Segundo Wilson Mello, presidente da InvesteSP, responsável pela captação de recursos da iniciativa privada para o projeto, o prazo é 30 de setembro. Mas a fábrica precisará de autorização da Anvisa para operar. Só aí virá a transferência de tecnologia, prevista no contrato com a Sinovac.

— Só teremos uma produção de vacinas 100% nacional no ano que vem e isso, se tivermos sorte — afirma Renato Kfouri, da  Sociedade Brasileira de Imunizações (SBIm).

Setor estratégico

Fonseca diz que já passou da hora de o Brasil ser um desenvolvedor e produtor de insumos, e não principalmente um envasador, refém de importações.

— Mesmo com o atraso de anos de falta de investimento em imunizantes, poderíamos estar em situação melhor se tivéssemos planejado importações para insumos que obviamente todo mundo sabia que teriam altíssima demanda global — frisa Fonseca.

BioManguinhos/Fiocruz tem instalações para produzir a vacina da AstraZeneca/Oxford, pois não é necessário um laboratório de nível 3, sendo o 2 suficiente. A dificuldade está na tecnologia necessária para multiplicar o adenovírus não replicante. Como indica seu nome, ele não se multiplica no organismo. Foi geneticamente atenuado para dar segurança à vacina. Sem se replicar, não pode infectar e causar doença. Porém, isso impõe um desafio à sua produção em escala industrial.

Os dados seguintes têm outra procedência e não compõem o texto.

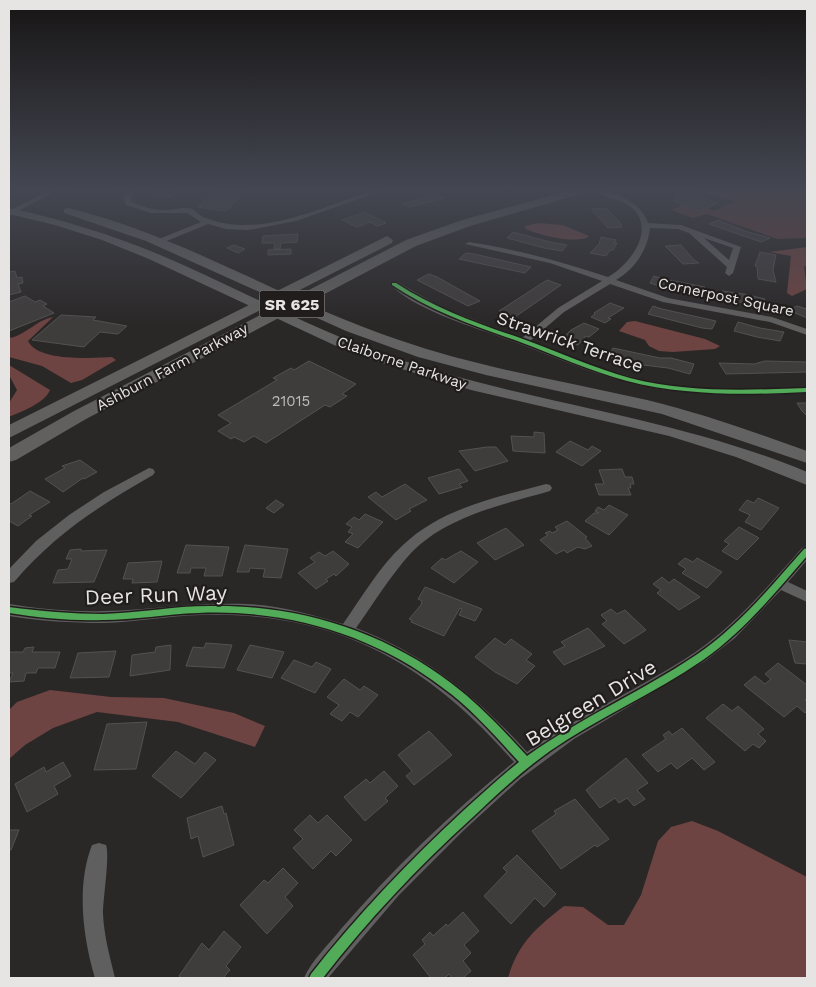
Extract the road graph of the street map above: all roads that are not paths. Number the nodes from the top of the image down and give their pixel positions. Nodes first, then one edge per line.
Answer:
1 (98, 234) edge
2 (135, 234) edge
3 (178, 234) edge
4 (402, 234) edge
5 (434, 234) edge
6 (643, 234) edge
7 (695, 234) edge
8 (701, 234) edge
9 (157, 243) junction
10 (469, 244) dead end
11 (609, 281) junction
12 (394, 284) dead end
13 (278, 296) junction
14 (294, 303) junction
15 (256, 305) junction
16 (274, 314) junction
17 (807, 332) edge
18 (523, 342) junction
19 (807, 390) edge
20 (9, 432) edge
21 (9, 456) edge
22 (807, 457) edge
23 (149, 472) dead end
24 (807, 479) edge
25 (546, 488) dead end
26 (807, 550) edge
27 (9, 578) edge
28 (778, 583) junction
29 (807, 597) edge
30 (9, 610) edge
31 (346, 631) junction
32 (526, 763) junction
33 (99, 852) dead end
34 (105, 978) edge
35 (315, 978) edge

1 - 15 main road, Claiborne Parkway
2 - 9 main road, Claiborne Parkway
3 - 9 street
4 - 13 main road, Ashburn Farm Parkway / SR 625
5 - 14 main road, Ashburn Farm Parkway / SR 625
6 - 11 street
7 - 8 street
9 - 13 main road, Claiborne Parkway
10 - 11 street, Cornerpost Square
11 - 17 street, Cornerpost Square
11 - 18 street
12 - 18 street, Strawrick Terrace
13 - 14 main road, Claiborne Parkway
13 - 15 main road, Ashburn Farm Parkway / SR 625
14 - 16 main road, Ashburn Farm Parkway / SR 625
14 - 22 main road, Claiborne Parkway
15 - 16 main road, Claiborne Parkway
15 - 20 main road, Ashburn Farm Parkway / SR 625
16 - 21 main road, Ashburn Farm Parkway / SR 625
16 - 24 main road, Claiborne Parkway
18 - 19 street, Strawrick Terrace
23 - 27 street
25 - 31 street
26 - 28 street, Belgreen Drive
28 - 29 street
28 - 32 street, Belgreen Drive
30 - 31 street, Deer Run Way
31 - 32 street, Deer Run Way
32 - 35 street, Belgreen Drive
33 - 34 street

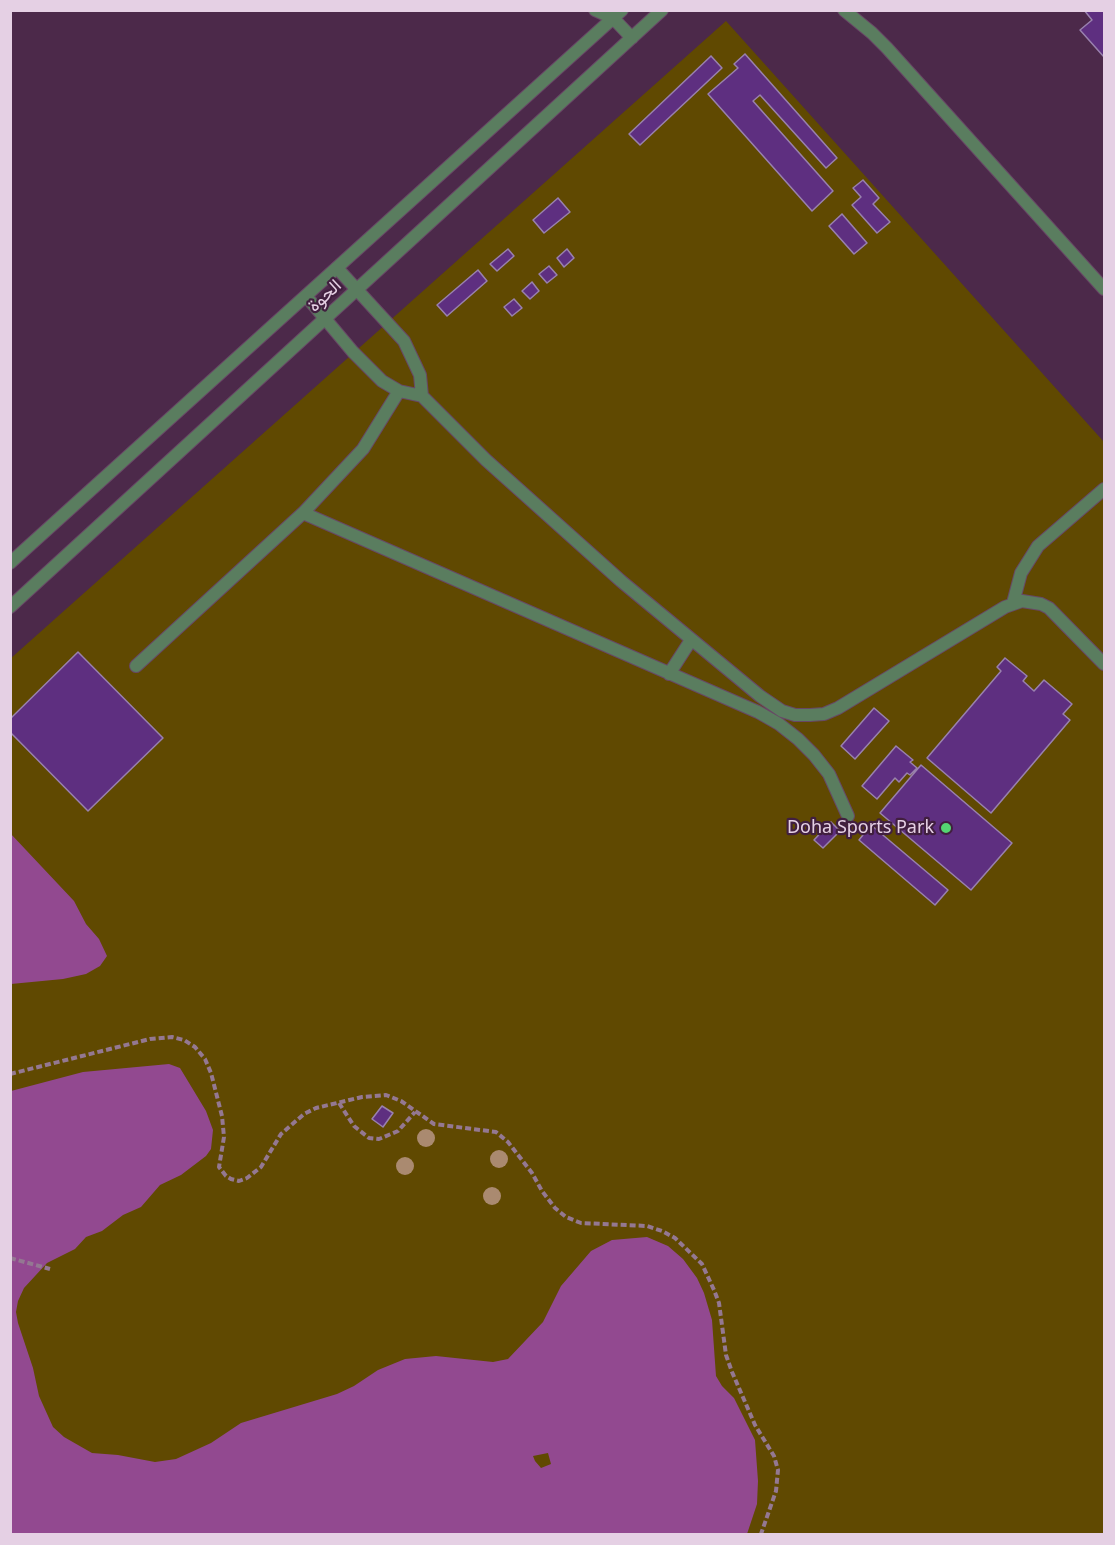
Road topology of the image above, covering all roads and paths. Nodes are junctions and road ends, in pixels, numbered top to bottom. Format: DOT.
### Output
graph roads {
  1 [pos="595,10"];
  2 [pos="662,10"];
  3 [pos="844,10"];
  4 [pos="859,10"];
  5 [pos="616,13"];
  6 [pos="872,33"];
  7 [pos="632,38"];
  8 [pos="337,268"];
  9 [pos="1104,289"];
  10 [pos="357,291"];
  11 [pos="306,296"];
  12 [pos="326,319"];
  13 [pos="399,391"];
  14 [pos="422,396"];
  15 [pos="1104,489"];
  16 [pos="303,513"];
  17 [pos="10,563"];
  18 [pos="1013,603"];
  19 [pos="10,607"];
  20 [pos="691,640"];
  21 [pos="1104,664"];
  22 [pos="136,666"];
  23 [pos="669,674"];
  24 [pos="848,816"];
  25 [pos="10,1074"];
  26 [pos="339,1103"];
  27 [pos="415,1112"];
  28 [pos="10,1258"];
  29 [pos="50,1269"];
  30 [pos="761,1534"];
  1 -- 5 [label="street"];
  2 -- 7 [label="street, الحوة"];
  3 -- 6 [label="street"];
  4 -- 6 [label="street"];
  5 -- 7 [label="street"];
  5 -- 8 [label="street, الحوة"];
  6 -- 9 [label="street"];
  7 -- 10 [label="street, الحوة"];
  8 -- 10 [label="street"];
  8 -- 11 [label="street, الحوة"];
  10 -- 12 [label="street, الحوة"];
  10 -- 14 [label="street"];
  11 -- 12 [label="street"];
  11 -- 17 [label="street, الحوة"];
  12 -- 13 [label="street"];
  12 -- 19 [label="street, الحوة"];
  13 -- 14 [label="street"];
  13 -- 16 [label="street"];
  14 -- 20 [label="street"];
  15 -- 18 [label="street"];
  16 -- 22 [label="street"];
  16 -- 23 [label="street"];
  18 -- 20 [label="street"];
  18 -- 21 [label="street"];
  20 -- 23 [label="street"];
  23 -- 24 [label="street"];
  25 -- 26 [label="path"];
  26 -- 27 [label="path"];
  26 -- 27 [label="path"];
  27 -- 30 [label="path"];
  28 -- 29 [label="path"];
}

Para fazer isso, explica Fonseca, é preciso cultivá-lo em culturas de células especiais, modificadas, que dão ao adenovírus as proteínas que ele não tem para se replicar. Mas Fiocruz depende da transferência de tecnologia da AstraZeneca.

Fonseca observa que esse tipo de tecnologia é dominado pela ciência brasileira há anos. No entanto, cada imunizante tem suas especificidades, protegidas por sigilo industrial. O mesmo desafio se aplica à Sputnik. Spilki lembra que o Brasil depende de importação até para meio de cultura de células, que tem 79 ingredientes, todos beneficiados pela China.

— O Brasil poderia fazer, mas não houve investimento. E, no caso da pandemia, temos baixo poder de barganha, se comparados a países ricos, que também importam insumos, mas têm elevado poder de compra e diplomacia — observa Spilki.

Segundo Prestes, a concorrência com a China e a Índia hoje é muito difícil, mas o país precisa ter uma política de estado para o setor, que olhe para questões estratégicas.

— A gente tem que, no mínimo, desenvolver capacidade tecnológica para, num momento de aperto como este, conseguir comprar a tecnologia e implementar ela aqui mais rapidamente — afirma.